### Exercise instructions
Give a count of the lines below that have the string "Comunale" in them, with no other words.

==*==

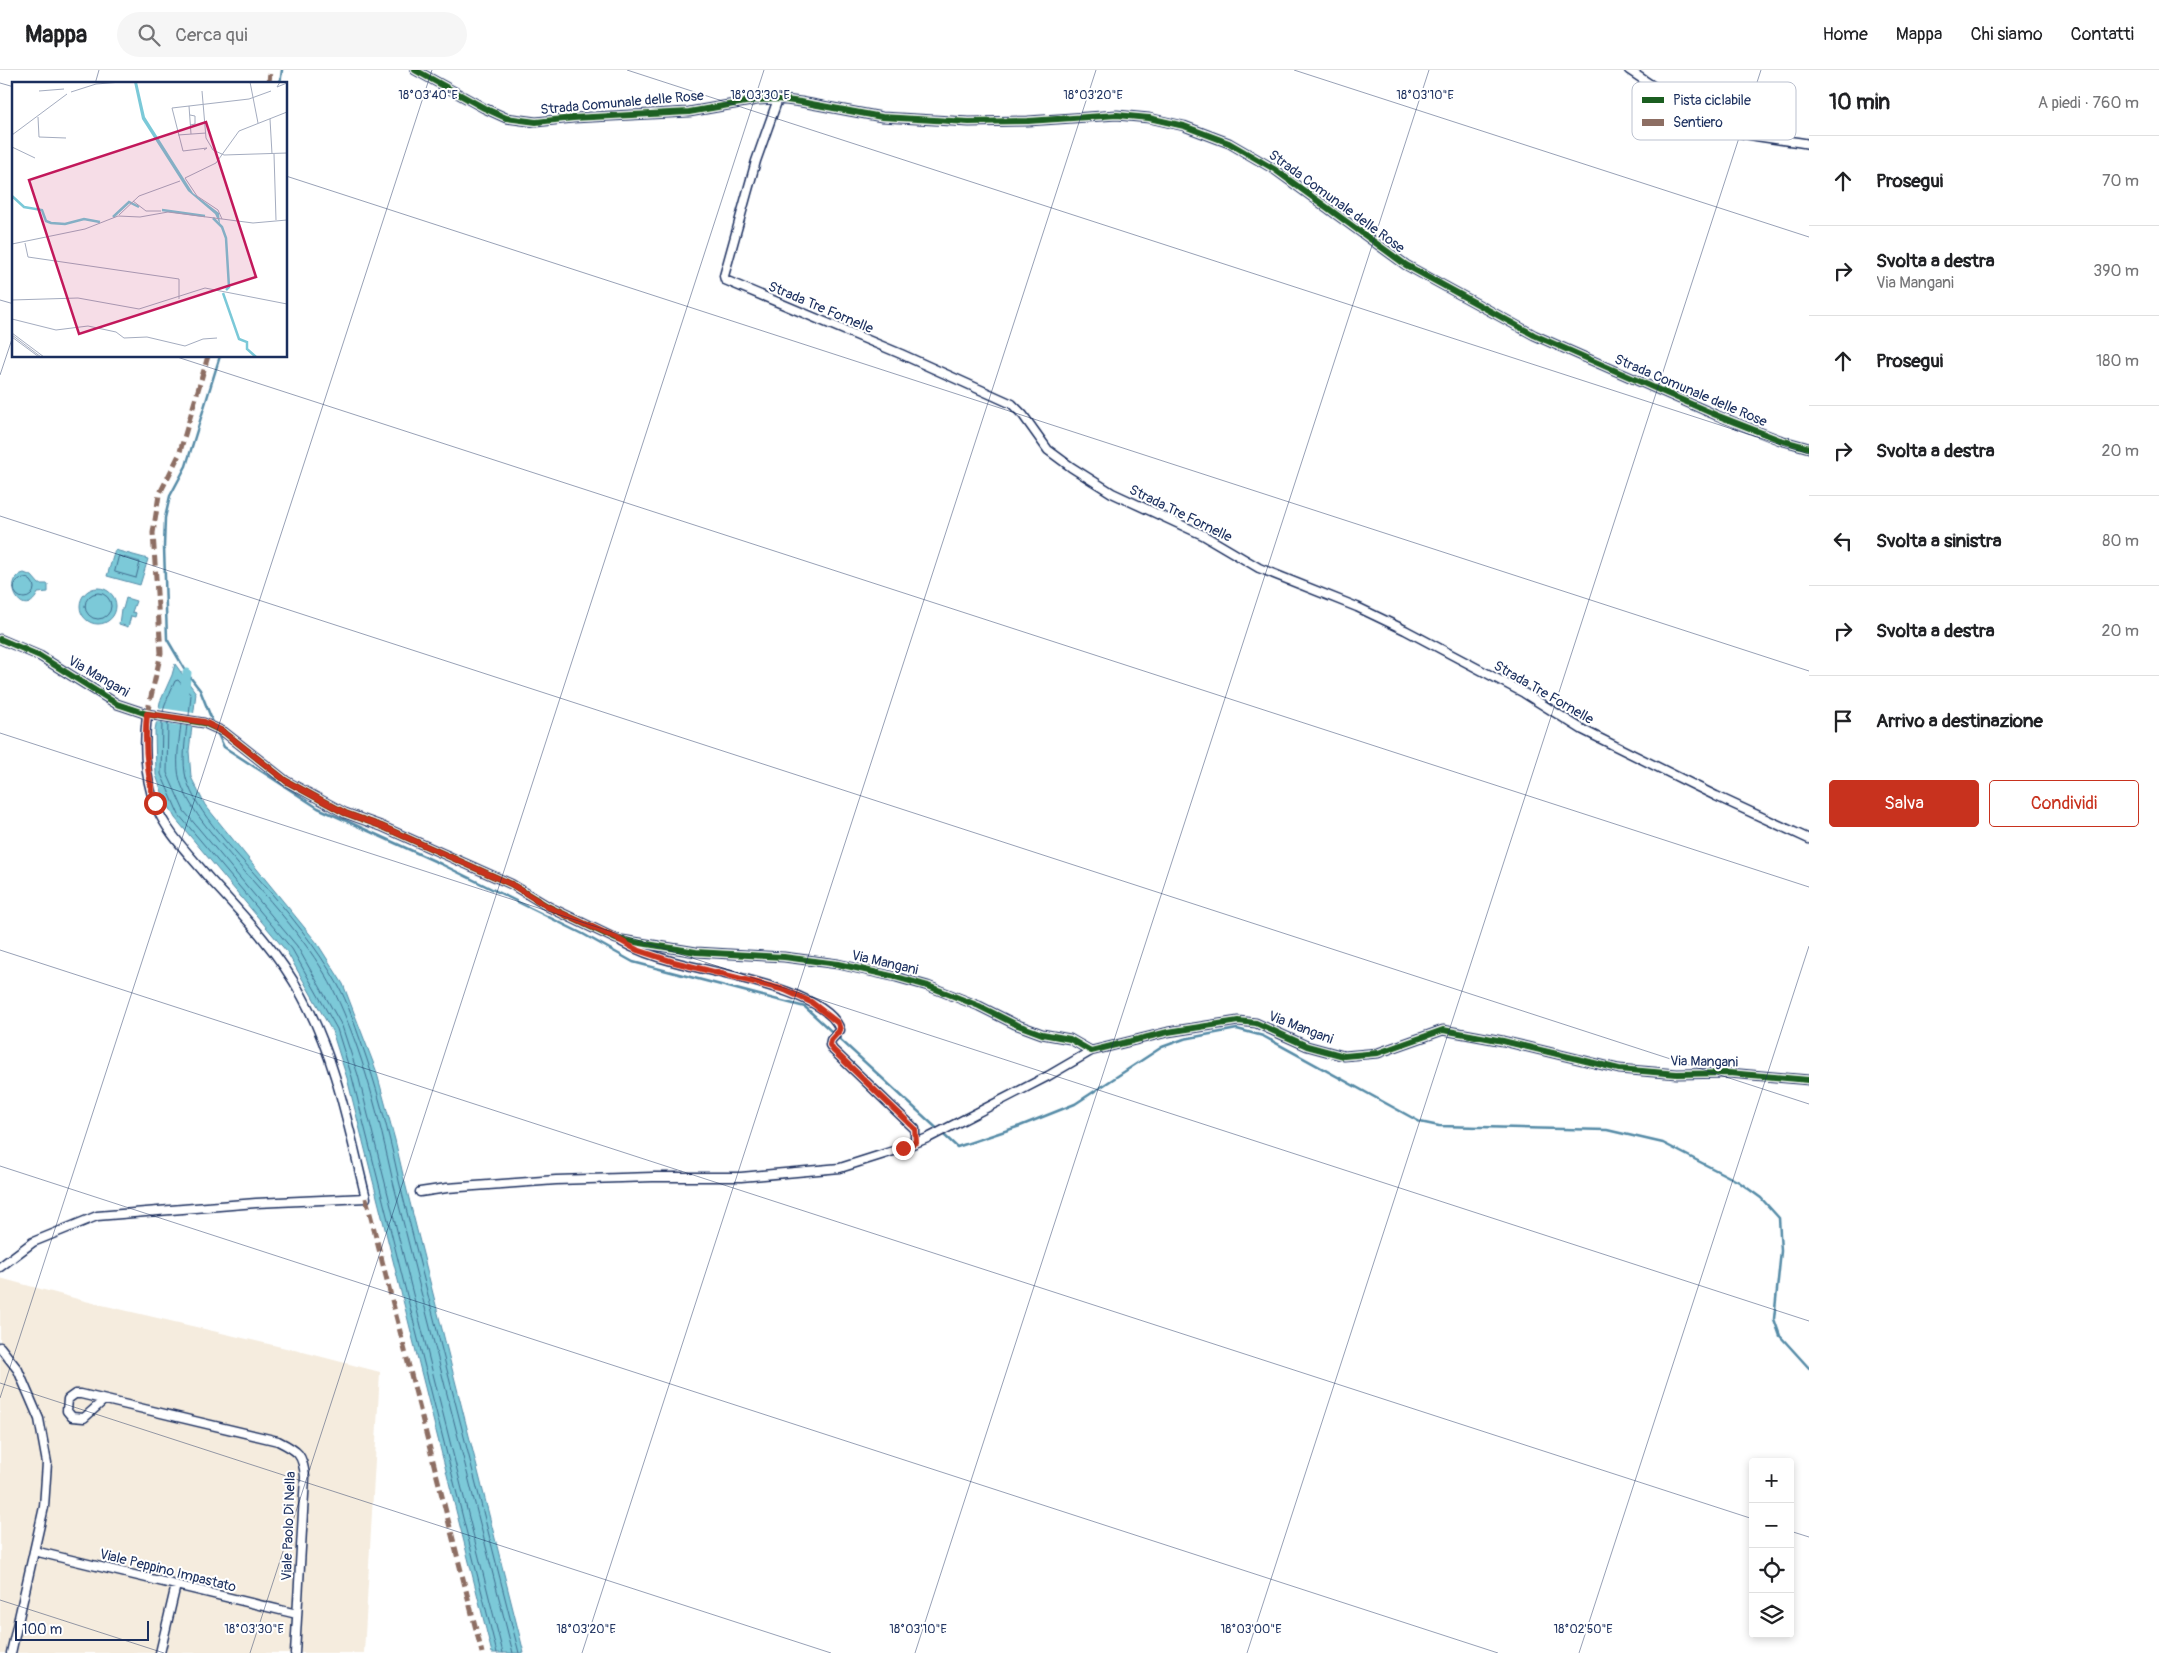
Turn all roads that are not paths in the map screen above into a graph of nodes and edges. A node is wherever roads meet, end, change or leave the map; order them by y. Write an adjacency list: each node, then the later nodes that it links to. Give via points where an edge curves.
1 (414, 70): 4 (street, Strada Comunale delle Rose, via 484,108 506,118 527,122 689,112)
2 (1630, 70): 3 (street)
3 (1647, 82)
4 (778, 99): 7 (street, Strada Comunale delle Rose, via 882,117 969,122 1117,115 1184,126 1228,144 1274,169 1406,265 1534,335 1716,415); 10 (street, Strada Tre Fornelle, via 756,161 725,280 1012,404 1048,450 1112,493 1203,535 1259,568 1358,607 1405,630 1524,693 1583,730)
5 (1783, 140): 6 (street)
6 (1809, 144)
7 (1809, 448)
8 (0, 639): 9 (street, Via Mangani, via 40,656 118,704)
9 (147, 714): 11 (street, Via Mangani, via 204,722 224,732 286,781 345,813 511,884 548,907); 16 (street, via 147,773 155,803 170,830 276,956 302,995 334,1072 366,1198 98,1216 32,1242)
10 (1809, 839)
11 (616, 938): 12 (street, Via Mangani, via 696,952 829,963 896,977 928,986 1042,1034 1070,1039); 14 (street, via 637,950 785,990 811,1002 838,1023 840,1030 830,1045 833,1050 915,1129)
12 (1091, 1051): 13 (street, Via Mangani, via 1168,1032 1238,1021 1256,1023 1307,1046 1344,1056 1378,1053 1443,1030 1619,1069); 14 (street)
13 (1809, 1080)
14 (916, 1142): 15 (street, via 840,1168 741,1177 556,1180)
15 (420, 1192)
16 (0, 1266)
17 (0, 1347): 19 (street, via 18,1370 39,1419 47,1463 44,1507)
18 (104, 1400): 18 (street, Viale Paolo Di Nella, via 80,1419 66,1411 68,1399 74,1394); 21 (street, Viale Paolo Di Nella, via 278,1441 295,1449 303,1460 304,1477)
19 (34, 1551): 20 (street, Viale Peppino Impastato); 22 (street)
20 (176, 1585): 21 (street, Viale Peppino Impastato); 23 (street)
21 (297, 1614): 24 (street, Viale Paolo Di Nella)
22 (11, 1653)
23 (160, 1653)
24 (295, 1653)

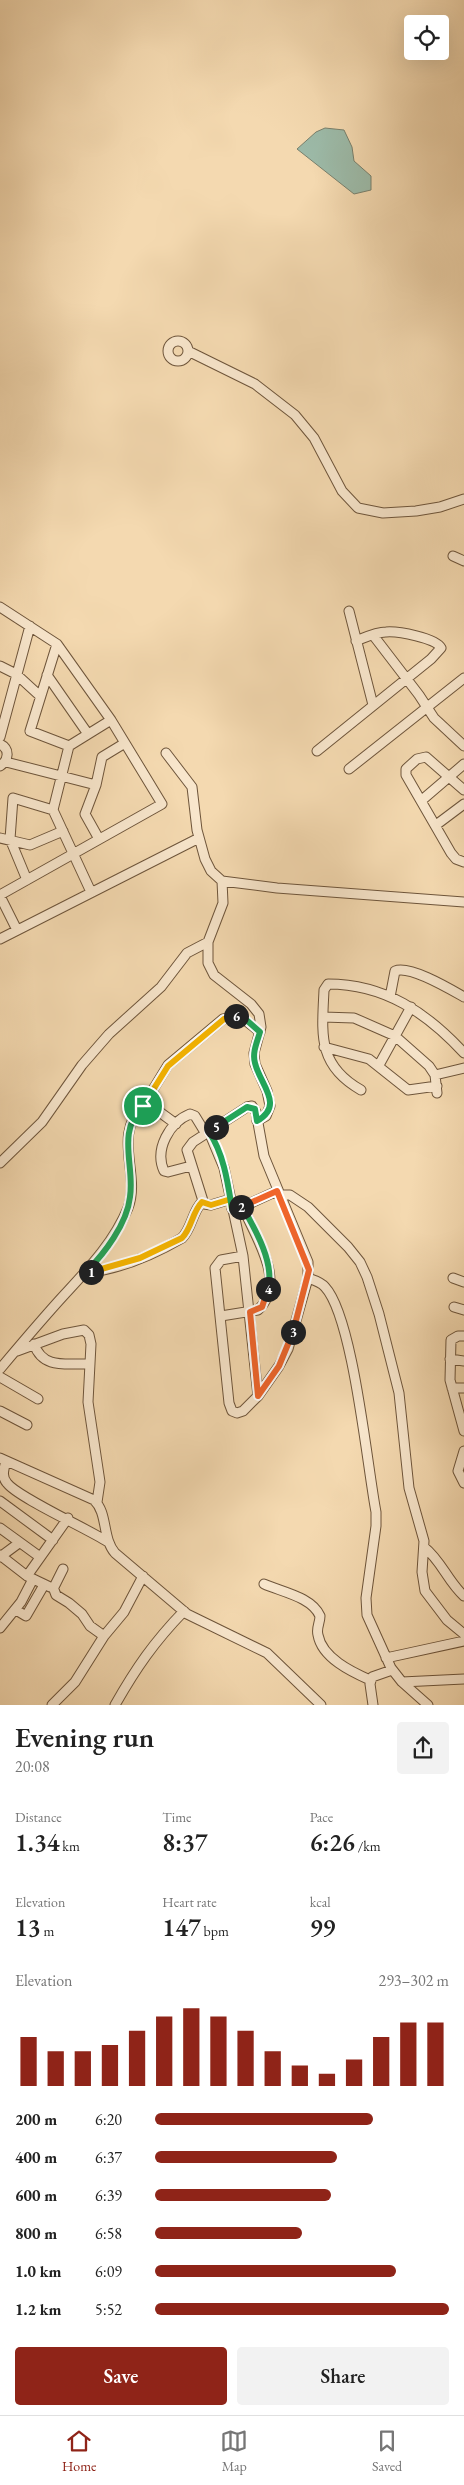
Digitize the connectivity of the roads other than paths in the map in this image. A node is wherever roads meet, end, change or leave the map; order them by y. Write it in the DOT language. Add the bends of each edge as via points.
graph roads {
  1 [pos="188,351"];
  2 [pos="464,498"];
  3 [pos="453,556"];
  4 [pos="464,561"];
  5 [pos="0,607"];
  6 [pos="349,611"];
  7 [pos="30,626"];
  8 [pos="373,635"];
  9 [pos="356,640"];
  10 [pos="57,644"];
  11 [pos="0,666"];
  12 [pos="16,674"];
  13 [pos="47,675"];
  14 [pos="405,678"];
  15 [pos="464,678"];
  16 [pos="40,696"];
  17 [pos="373,705"];
  18 [pos="428,708"];
  19 [pos="111,720"];
  20 [pos="88,734"];
  21 [pos="0,737"];
  22 [pos="125,743"];
  23 [pos="0,744"];
  24 [pos="69,746"];
  25 [pos="464,746"];
  26 [pos="317,751"];
  27 [pos="166,753"];
  28 [pos="3,764"];
  29 [pos="464,764"];
  30 [pos="349,769"];
  31 [pos="62,775"];
  32 [pos="448,776"];
  33 [pos="96,785"];
  34 [pos="464,790"];
  35 [pos="422,800"];
  36 [pos="464,804"];
  37 [pos="53,810"];
  38 [pos="436,825"];
  39 [pos="62,831"];
  40 [pos="0,838"];
  41 [pos="199,838"];
  42 [pos="10,839"];
  43 [pos="99,839"];
  44 [pos="73,854"];
  45 [pos="464,862"];
  46 [pos="27,880"];
  47 [pos="222,881"];
  48 [pos="91,892"];
  49 [pos="0,895"];
  50 [pos="464,902"];
  51 [pos="17,930"];
  52 [pos="0,939"];
  53 [pos="208,942"];
  54 [pos="390,996"];
  55 [pos="464,997"];
  56 [pos="411,1007"];
  57 [pos="323,1017"];
  58 [pos="260,1032"];
  59 [pos="395,1036"];
  60 [pos="324,1047"];
  61 [pos="464,1053"];
  62 [pos="379,1065"];
  63 [pos="464,1068"];
  64 [pos="435,1075"];
  65 [pos="361,1090"];
  66 [pos="143,1106"];
  67 [pos="257,1121"];
  68 [pos="176,1124"];
  69 [pos="208,1133"];
  70 [pos="0,1163"];
  71 [pos="191,1166"];
  72 [pos="278,1193"];
  73 [pos="231,1199"];
  74 [pos="202,1202"];
  75 [pos="237,1208"];
  76 [pos="243,1256"];
  77 [pos="86,1272"];
  78 [pos="308,1278"];
  79 [pos="453,1278"];
  80 [pos="464,1282"];
  81 [pos="454,1308"];
  82 [pos="464,1310"];
  83 [pos="250,1312"];
  84 [pos="221,1316"];
  85 [pos="464,1336"];
  86 [pos="34,1344"];
  87 [pos="15,1352"];
  88 [pos="450,1359"];
  89 [pos="464,1361"];
  90 [pos="90,1364"];
  91 [pos="0,1369"];
  92 [pos="0,1377"];
  93 [pos="452,1388"];
  94 [pos="464,1388"];
  95 [pos="258,1396"];
  96 [pos="38,1400"];
  97 [pos="461,1405"];
  98 [pos="0,1411"];
  99 [pos="28,1425"];
  100 [pos="464,1431"];
  101 [pos="464,1450"];
  102 [pos="3,1460"];
  103 [pos="464,1483"];
  104 [pos="0,1501"];
  105 [pos="97,1502"];
  106 [pos="68,1518"];
  107 [pos="0,1528"];
  108 [pos="53,1540"];
  109 [pos="108,1542"];
  110 [pos="19,1543"];
  111 [pos="424,1547"];
  112 [pos="0,1556"];
  113 [pos="40,1557"];
  114 [pos="63,1570"];
  115 [pos="143,1576"];
  116 [pos="30,1577"];
  117 [pos="264,1584"];
  118 [pos="49,1586"];
  119 [pos="464,1596"];
  120 [pos="16,1610"];
  121 [pos="184,1611"];
  122 [pos="0,1628"];
  123 [pos="464,1634"];
  124 [pos="104,1636"];
  125 [pos="464,1641"];
  126 [pos="386,1658"];
  127 [pos="392,1670"];
  128 [pos="464,1679"];
  129 [pos="370,1680"];
  130 [pos="402,1682"];
  131 [pos="52,1705"];
  132 [pos="115,1705"];
  133 [pos="321,1705"];
  134 [pos="373,1705"];
  135 [pos="428,1705"];
  1 -- 2 [label="street" via="255,384 295,415 314,438 342,491 358,508 383,513 416,511"];
  3 -- 4 [label="street"];
  5 -- 7 [label="street"];
  6 -- 9 [label="street"];
  7 -- 10 [label="street"];
  7 -- 12 [label="street"];
  8 -- 9 [label="street"];
  8 -- 14 [label="street"];
  8 -- 14 [label="street" via="392,631 429,639 440,645 438,653"];
  9 -- 17 [label="street"];
  10 -- 13 [label="street"];
  10 -- 19 [label="street"];
  11 -- 12 [label="street"];
  12 -- 16 [label="street"];
  12 -- 21 [label="street"];
  13 -- 16 [label="street"];
  13 -- 20 [label="street"];
  14 -- 17 [label="street"];
  14 -- 18 [label="street"];
  15 -- 18 [label="street"];
  16 -- 24 [label="street" via="30,731"];
  17 -- 26 [label="street"];
  18 -- 25 [label="street" via="434,718"];
  18 -- 30 [label="street"];
  19 -- 20 [label="street"];
  19 -- 22 [label="street"];
  20 -- 24 [label="street"];
  22 -- 33 [label="street" via="102,757"];
  22 -- 43 [label="street" via="162,804"];
  23 -- 28 [label="street" via="7,750"];
  24 -- 31 [label="street"];
  27 -- 41 [label="street" via="192,787"];
  28 -- 31 [label="street"];
  29 -- 32 [label="street"];
  31 -- 33 [label="street"];
  31 -- 37 [label="street"];
  32 -- 34 [label="street"];
  32 -- 35 [label="street"];
  32 -- 35 [label="street" via="426,757 407,766 406,775"];
  33 -- 43 [label="street" via="85,814"];
  35 -- 38 [label="street"];
  36 -- 38 [label="street"];
  37 -- 39 [label="street"];
  37 -- 42 [label="street" via="13,798"];
  38 -- 45 [label="street" via="454,857"];
  39 -- 42 [label="street" via="30,845"];
  39 -- 44 [label="street"];
  40 -- 42 [label="street"];
  41 -- 47 [label="street" via="204,859"];
  41 -- 48 [label="street"];
  42 -- 46 [label="street"];
  43 -- 44 [label="street"];
  44 -- 46 [label="street"];
  44 -- 48 [label="street"];
  46 -- 49 [label="street"];
  47 -- 50 [label="street"];
  47 -- 53 [label="street" via="222,907"];
  48 -- 51 [label="street"];
  49 -- 51 [label="street"];
  51 -- 52 [label="street"];
  53 -- 58 [label="street" via="210,970 256,1009"];
  53 -- 70 [label="street" via="187,953 161,987 109,1034 82,1065 42,1122"];
  54 -- 55 [label="street" via="393,975 401,970 427,978"];
  54 -- 56 [label="street"];
  54 -- 57 [label="street" via="353,986 328,984 325,987"];
  56 -- 59 [label="street"];
  56 -- 61 [label="street" via="437,1025"];
  57 -- 59 [label="street" via="354,1018"];
  57 -- 60 [label="street"];
  58 -- 66 [label="street" via="243,1017 224,1019 168,1066"];
  58 -- 67 [label="street" via="254,1053 255,1064 270,1106 266,1116"];
  59 -- 62 [label="street"];
  59 -- 64 [label="street"];
  60 -- 62 [label="street" via="361,1055"];
  60 -- 65 [label="street" via="343,1078"];
  62 -- 64 [label="street" via="408,1090 437,1089"];
  63 -- 64 [label="street"];
  66 -- 68 [label="street" via="150,1105"];
  66 -- 77 [label="street" via="134,1118 127,1144 131,1184 128,1207 105,1249"];
  67 -- 69 [label="street" via="255,1109 249,1106"];
  67 -- 72 [label="street" via="264,1156"];
  68 -- 69 [label="street" via="192,1114"];
  68 -- 71 [label="street" via="165,1136 162,1169 168,1172"];
  69 -- 71 [label="street" via="188,1147"];
  69 -- 73 [label="street" via="214,1139"];
  71 -- 74 [label="street"];
  72 -- 75 [label="street"];
  72 -- 78 [label="street" via="308,1262"];
  72 -- 111 [label="street" via="290,1195 308,1207 348,1246 367,1277 396,1377 408,1481"];
  73 -- 74 [label="street" via="211,1205"];
  73 -- 75 [label="street"];
  74 -- 77 [label="street" via="182,1238 140,1258"];
  75 -- 76 [label="street"];
  75 -- 83 [label="street" via="270,1273 264,1302 258,1310"];
  76 -- 83 [label="street"];
  76 -- 84 [label="street" via="225,1258 216,1264"];
  77 -- 87 [label="street"];
  78 -- 95 [label="street" via="288,1349 273,1378"];
  78 -- 126 [label="street" via="325,1286 338,1310 353,1370 376,1512 366,1608"];
  79 -- 80 [label="street"];
  81 -- 82 [label="street"];
  83 -- 84 [label="street"];
  83 -- 95 [label="street"];
  84 -- 95 [label="street" via="230,1408 234,1413 240,1413"];
  85 -- 88 [label="street" via="451,1340"];
  86 -- 87 [label="street"];
  86 -- 90 [label="street" via="38,1355 45,1361"];
  86 -- 90 [label="street" via="84,1330 91,1339"];
  87 -- 91 [label="street"];
  88 -- 89 [label="street"];
  88 -- 93 [label="street"];
  90 -- 105 [label="street" via="88,1402 100,1482"];
  92 -- 96 [label="street"];
  93 -- 94 [label="street"];
  93 -- 97 [label="street"];
  97 -- 100 [label="street"];
  98 -- 99 [label="street"];
  101 -- 103 [label="street" via="458,1472"];
  102 -- 105 [label="street"];
  102 -- 106 [label="street" via="7,1484"];
  104 -- 108 [label="street"];
  105 -- 109 [label="street"];
  106 -- 108 [label="street"];
  106 -- 109 [label="street"];
  107 -- 110 [label="street"];
  108 -- 113 [label="street"];
  109 -- 115 [label="street" via="115,1553"];
  110 -- 112 [label="street"];
  110 -- 113 [label="street"];
  111 -- 119 [label="street"];
  111 -- 123 [label="street" via="422,1572 425,1591 447,1620"];
  112 -- 116 [label="street"];
  113 -- 116 [label="street"];
  114 -- 118 [label="street"];
  115 -- 121 [label="street"];
  115 -- 124 [label="street" via="128,1607"];
  116 -- 118 [label="street"];
  116 -- 120 [label="street"];
  117 -- 129 [label="street" via="314,1607 320,1616 317,1633 324,1649 348,1669"];
  118 -- 120 [label="street" via="26,1616"];
  118 -- 124 [label="street"];
  120 -- 122 [label="street"];
  121 -- 132 [label="street" via="137,1665"];
  121 -- 133 [label="street" via="267,1653"];
  124 -- 131 [label="street" via="75,1682"];
  125 -- 126 [label="street"];
  126 -- 127 [label="street"];
  127 -- 129 [label="street" via="376,1674"];
  127 -- 130 [label="street"];
  128 -- 130 [label="street"];
  129 -- 134 [label="street"];
  130 -- 135 [label="street"];
}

==*==

### Output below
2